Information:
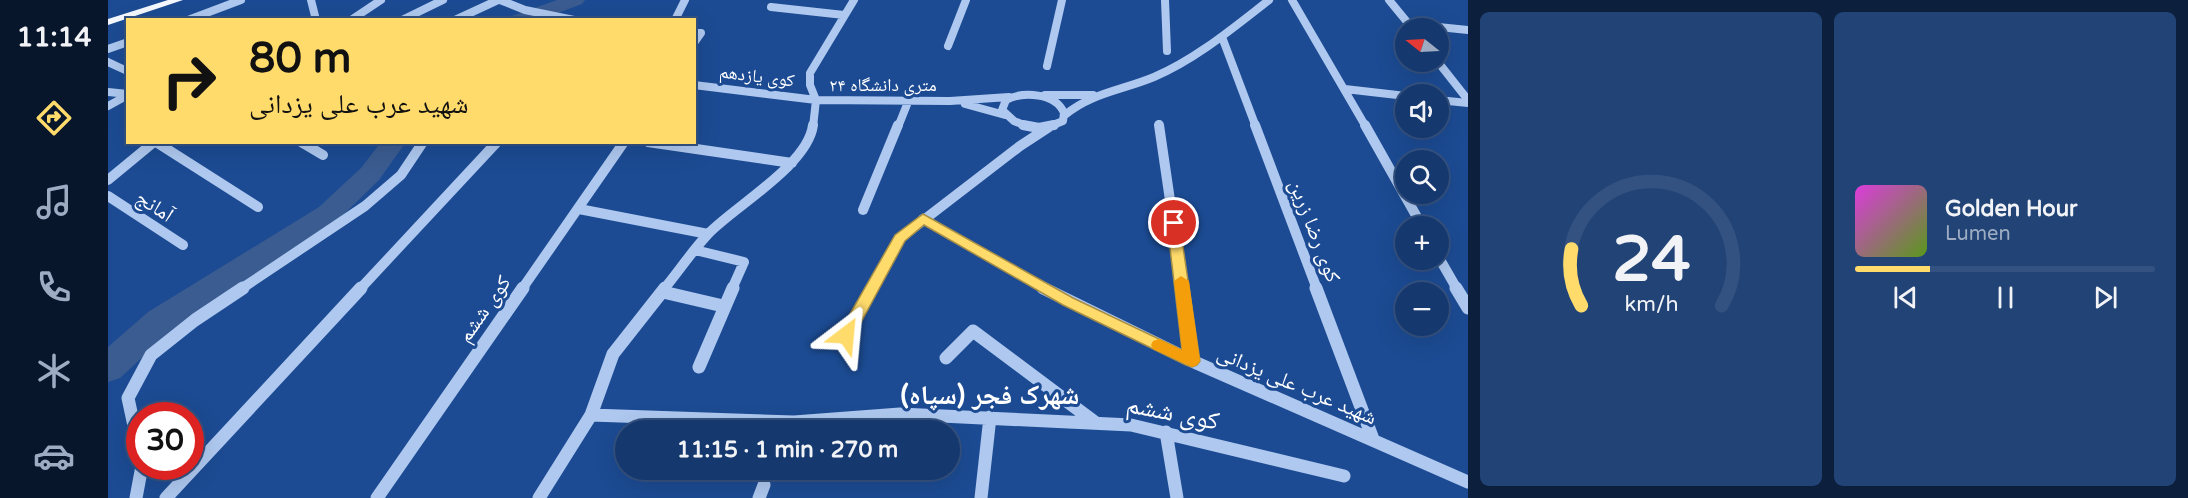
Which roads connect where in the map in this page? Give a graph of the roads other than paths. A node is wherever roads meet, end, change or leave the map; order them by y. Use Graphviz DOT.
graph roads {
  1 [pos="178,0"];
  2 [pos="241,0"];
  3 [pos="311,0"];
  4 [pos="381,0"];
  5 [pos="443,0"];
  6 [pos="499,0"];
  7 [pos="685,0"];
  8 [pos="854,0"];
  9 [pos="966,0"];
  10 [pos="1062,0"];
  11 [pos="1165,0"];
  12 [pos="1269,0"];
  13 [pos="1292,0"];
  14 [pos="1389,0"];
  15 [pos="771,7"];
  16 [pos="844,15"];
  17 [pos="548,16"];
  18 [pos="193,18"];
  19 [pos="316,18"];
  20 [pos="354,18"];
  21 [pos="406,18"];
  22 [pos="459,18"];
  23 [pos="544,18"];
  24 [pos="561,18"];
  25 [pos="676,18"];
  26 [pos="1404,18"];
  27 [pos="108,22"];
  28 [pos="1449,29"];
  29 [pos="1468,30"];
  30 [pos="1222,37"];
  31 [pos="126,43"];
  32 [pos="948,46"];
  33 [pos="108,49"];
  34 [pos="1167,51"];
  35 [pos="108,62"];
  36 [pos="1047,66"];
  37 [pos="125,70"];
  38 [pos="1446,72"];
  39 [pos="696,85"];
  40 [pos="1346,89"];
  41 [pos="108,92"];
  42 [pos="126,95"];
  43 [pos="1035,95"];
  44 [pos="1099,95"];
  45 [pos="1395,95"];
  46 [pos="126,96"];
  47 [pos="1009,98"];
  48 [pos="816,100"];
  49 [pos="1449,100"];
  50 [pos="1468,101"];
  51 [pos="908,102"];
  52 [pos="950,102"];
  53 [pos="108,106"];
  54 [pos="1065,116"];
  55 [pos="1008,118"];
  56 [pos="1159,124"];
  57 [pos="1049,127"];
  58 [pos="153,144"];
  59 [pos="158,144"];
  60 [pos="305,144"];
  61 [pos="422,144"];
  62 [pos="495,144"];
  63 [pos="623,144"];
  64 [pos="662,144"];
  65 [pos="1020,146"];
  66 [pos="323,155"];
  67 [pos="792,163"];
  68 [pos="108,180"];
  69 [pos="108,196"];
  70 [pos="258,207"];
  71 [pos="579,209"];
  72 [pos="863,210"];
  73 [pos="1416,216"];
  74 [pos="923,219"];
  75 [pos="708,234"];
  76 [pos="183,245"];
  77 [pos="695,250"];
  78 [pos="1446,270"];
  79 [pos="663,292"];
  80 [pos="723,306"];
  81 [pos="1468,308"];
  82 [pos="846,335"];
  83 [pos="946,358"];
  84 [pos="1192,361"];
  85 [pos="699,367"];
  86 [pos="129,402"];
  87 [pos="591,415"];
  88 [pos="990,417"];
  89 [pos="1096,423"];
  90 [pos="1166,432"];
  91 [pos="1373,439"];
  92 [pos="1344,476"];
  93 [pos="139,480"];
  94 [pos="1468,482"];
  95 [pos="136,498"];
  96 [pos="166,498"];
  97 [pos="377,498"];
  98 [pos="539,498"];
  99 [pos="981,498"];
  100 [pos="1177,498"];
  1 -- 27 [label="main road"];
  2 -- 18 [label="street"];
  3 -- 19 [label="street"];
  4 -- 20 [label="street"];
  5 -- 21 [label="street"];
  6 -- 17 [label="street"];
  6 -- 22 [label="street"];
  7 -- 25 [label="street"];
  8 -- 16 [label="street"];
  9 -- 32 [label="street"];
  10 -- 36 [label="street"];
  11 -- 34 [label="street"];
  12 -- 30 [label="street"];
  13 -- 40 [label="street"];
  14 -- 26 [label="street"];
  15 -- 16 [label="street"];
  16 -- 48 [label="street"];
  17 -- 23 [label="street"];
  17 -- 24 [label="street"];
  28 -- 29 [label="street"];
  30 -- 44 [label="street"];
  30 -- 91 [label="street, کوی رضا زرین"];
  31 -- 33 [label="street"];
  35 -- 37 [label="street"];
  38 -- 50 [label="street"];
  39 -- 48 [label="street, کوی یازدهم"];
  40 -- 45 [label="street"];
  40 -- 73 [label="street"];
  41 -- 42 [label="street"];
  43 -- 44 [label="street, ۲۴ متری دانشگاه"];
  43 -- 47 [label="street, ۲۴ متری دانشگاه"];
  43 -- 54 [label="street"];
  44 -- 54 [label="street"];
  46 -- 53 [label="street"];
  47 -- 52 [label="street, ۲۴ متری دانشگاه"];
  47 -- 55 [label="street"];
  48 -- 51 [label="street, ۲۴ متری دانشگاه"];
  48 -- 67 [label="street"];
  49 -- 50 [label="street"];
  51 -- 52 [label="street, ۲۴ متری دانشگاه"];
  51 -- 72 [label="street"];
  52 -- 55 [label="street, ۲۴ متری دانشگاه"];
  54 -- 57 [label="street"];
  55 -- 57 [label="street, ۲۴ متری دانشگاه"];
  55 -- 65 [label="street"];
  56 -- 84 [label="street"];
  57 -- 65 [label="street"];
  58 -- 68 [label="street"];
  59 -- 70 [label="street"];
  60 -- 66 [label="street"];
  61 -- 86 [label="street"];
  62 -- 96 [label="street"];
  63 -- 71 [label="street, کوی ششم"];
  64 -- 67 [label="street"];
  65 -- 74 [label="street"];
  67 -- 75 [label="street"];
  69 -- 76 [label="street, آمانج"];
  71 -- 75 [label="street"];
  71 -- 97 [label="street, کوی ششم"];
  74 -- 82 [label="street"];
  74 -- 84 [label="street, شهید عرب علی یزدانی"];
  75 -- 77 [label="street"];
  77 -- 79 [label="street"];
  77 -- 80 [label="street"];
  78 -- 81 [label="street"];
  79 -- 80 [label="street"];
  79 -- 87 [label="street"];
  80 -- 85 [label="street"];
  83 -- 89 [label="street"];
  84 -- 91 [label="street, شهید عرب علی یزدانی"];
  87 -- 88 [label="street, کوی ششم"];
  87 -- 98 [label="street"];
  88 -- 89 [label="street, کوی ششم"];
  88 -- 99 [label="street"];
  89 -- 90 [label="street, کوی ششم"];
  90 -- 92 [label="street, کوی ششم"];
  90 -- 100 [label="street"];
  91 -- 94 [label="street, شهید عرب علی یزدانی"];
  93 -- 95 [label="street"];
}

The problem:
What is needed is an exact transcription of every entry, minus the pictures.

Solution to this task:
Which roads connect where in the map in this page? Give a graph of the roads other than paths. A node is wherever roads meet, end, change or leave the map; order them by y. Use Graphviz DOT.
graph roads {
  1 [pos="178,0"];
  2 [pos="241,0"];
  3 [pos="311,0"];
  4 [pos="381,0"];
  5 [pos="443,0"];
  6 [pos="499,0"];
  7 [pos="685,0"];
  8 [pos="854,0"];
  9 [pos="966,0"];
  10 [pos="1062,0"];
  11 [pos="1165,0"];
  12 [pos="1269,0"];
  13 [pos="1292,0"];
  14 [pos="1389,0"];
  15 [pos="771,7"];
  16 [pos="844,15"];
  17 [pos="548,16"];
  18 [pos="193,18"];
  19 [pos="316,18"];
  20 [pos="354,18"];
  21 [pos="406,18"];
  22 [pos="459,18"];
  23 [pos="544,18"];
  24 [pos="561,18"];
  25 [pos="676,18"];
  26 [pos="1404,18"];
  27 [pos="108,22"];
  28 [pos="1449,29"];
  29 [pos="1468,30"];
  30 [pos="1222,37"];
  31 [pos="126,43"];
  32 [pos="948,46"];
  33 [pos="108,49"];
  34 [pos="1167,51"];
  35 [pos="108,62"];
  36 [pos="1047,66"];
  37 [pos="125,70"];
  38 [pos="1446,72"];
  39 [pos="696,85"];
  40 [pos="1346,89"];
  41 [pos="108,92"];
  42 [pos="126,95"];
  43 [pos="1035,95"];
  44 [pos="1099,95"];
  45 [pos="1395,95"];
  46 [pos="126,96"];
  47 [pos="1009,98"];
  48 [pos="816,100"];
  49 [pos="1449,100"];
  50 [pos="1468,101"];
  51 [pos="908,102"];
  52 [pos="950,102"];
  53 [pos="108,106"];
  54 [pos="1065,116"];
  55 [pos="1008,118"];
  56 [pos="1159,124"];
  57 [pos="1049,127"];
  58 [pos="153,144"];
  59 [pos="158,144"];
  60 [pos="305,144"];
  61 [pos="422,144"];
  62 [pos="495,144"];
  63 [pos="623,144"];
  64 [pos="662,144"];
  65 [pos="1020,146"];
  66 [pos="323,155"];
  67 [pos="792,163"];
  68 [pos="108,180"];
  69 [pos="108,196"];
  70 [pos="258,207"];
  71 [pos="579,209"];
  72 [pos="863,210"];
  73 [pos="1416,216"];
  74 [pos="923,219"];
  75 [pos="708,234"];
  76 [pos="183,245"];
  77 [pos="695,250"];
  78 [pos="1446,270"];
  79 [pos="663,292"];
  80 [pos="723,306"];
  81 [pos="1468,308"];
  82 [pos="846,335"];
  83 [pos="946,358"];
  84 [pos="1192,361"];
  85 [pos="699,367"];
  86 [pos="129,402"];
  87 [pos="591,415"];
  88 [pos="990,417"];
  89 [pos="1096,423"];
  90 [pos="1166,432"];
  91 [pos="1373,439"];
  92 [pos="1344,476"];
  93 [pos="139,480"];
  94 [pos="1468,482"];
  95 [pos="136,498"];
  96 [pos="166,498"];
  97 [pos="377,498"];
  98 [pos="539,498"];
  99 [pos="981,498"];
  100 [pos="1177,498"];
  1 -- 27 [label="main road"];
  2 -- 18 [label="street"];
  3 -- 19 [label="street"];
  4 -- 20 [label="street"];
  5 -- 21 [label="street"];
  6 -- 17 [label="street"];
  6 -- 22 [label="street"];
  7 -- 25 [label="street"];
  8 -- 16 [label="street"];
  9 -- 32 [label="street"];
  10 -- 36 [label="street"];
  11 -- 34 [label="street"];
  12 -- 30 [label="street"];
  13 -- 40 [label="street"];
  14 -- 26 [label="street"];
  15 -- 16 [label="street"];
  16 -- 48 [label="street"];
  17 -- 23 [label="street"];
  17 -- 24 [label="street"];
  28 -- 29 [label="street"];
  30 -- 44 [label="street"];
  30 -- 91 [label="street, کوی رضا زرین"];
  31 -- 33 [label="street"];
  35 -- 37 [label="street"];
  38 -- 50 [label="street"];
  39 -- 48 [label="street, کوی یازدهم"];
  40 -- 45 [label="street"];
  40 -- 73 [label="street"];
  41 -- 42 [label="street"];
  43 -- 44 [label="street, ۲۴ متری دانشگاه"];
  43 -- 47 [label="street, ۲۴ متری دانشگاه"];
  43 -- 54 [label="street"];
  44 -- 54 [label="street"];
  46 -- 53 [label="street"];
  47 -- 52 [label="street, ۲۴ متری دانشگاه"];
  47 -- 55 [label="street"];
  48 -- 51 [label="street, ۲۴ متری دانشگاه"];
  48 -- 67 [label="street"];
  49 -- 50 [label="street"];
  51 -- 52 [label="street, ۲۴ متری دانشگاه"];
  51 -- 72 [label="street"];
  52 -- 55 [label="street, ۲۴ متری دانشگاه"];
  54 -- 57 [label="street"];
  55 -- 57 [label="street, ۲۴ متری دانشگاه"];
  55 -- 65 [label="street"];
  56 -- 84 [label="street"];
  57 -- 65 [label="street"];
  58 -- 68 [label="street"];
  59 -- 70 [label="street"];
  60 -- 66 [label="street"];
  61 -- 86 [label="street"];
  62 -- 96 [label="street"];
  63 -- 71 [label="street, کوی ششم"];
  64 -- 67 [label="street"];
  65 -- 74 [label="street"];
  67 -- 75 [label="street"];
  69 -- 76 [label="street, آمانج"];
  71 -- 75 [label="street"];
  71 -- 97 [label="street, کوی ششم"];
  74 -- 82 [label="street"];
  74 -- 84 [label="street, شهید عرب علی یزدانی"];
  75 -- 77 [label="street"];
  77 -- 79 [label="street"];
  77 -- 80 [label="street"];
  78 -- 81 [label="street"];
  79 -- 80 [label="street"];
  79 -- 87 [label="street"];
  80 -- 85 [label="street"];
  83 -- 89 [label="street"];
  84 -- 91 [label="street, شهید عرب علی یزدانی"];
  87 -- 88 [label="street, کوی ششم"];
  87 -- 98 [label="street"];
  88 -- 89 [label="street, کوی ششم"];
  88 -- 99 [label="street"];
  89 -- 90 [label="street, کوی ششم"];
  90 -- 92 [label="street, کوی ششم"];
  90 -- 100 [label="street"];
  91 -- 94 [label="street, شهید عرب علی یزدانی"];
  93 -- 95 [label="street"];
}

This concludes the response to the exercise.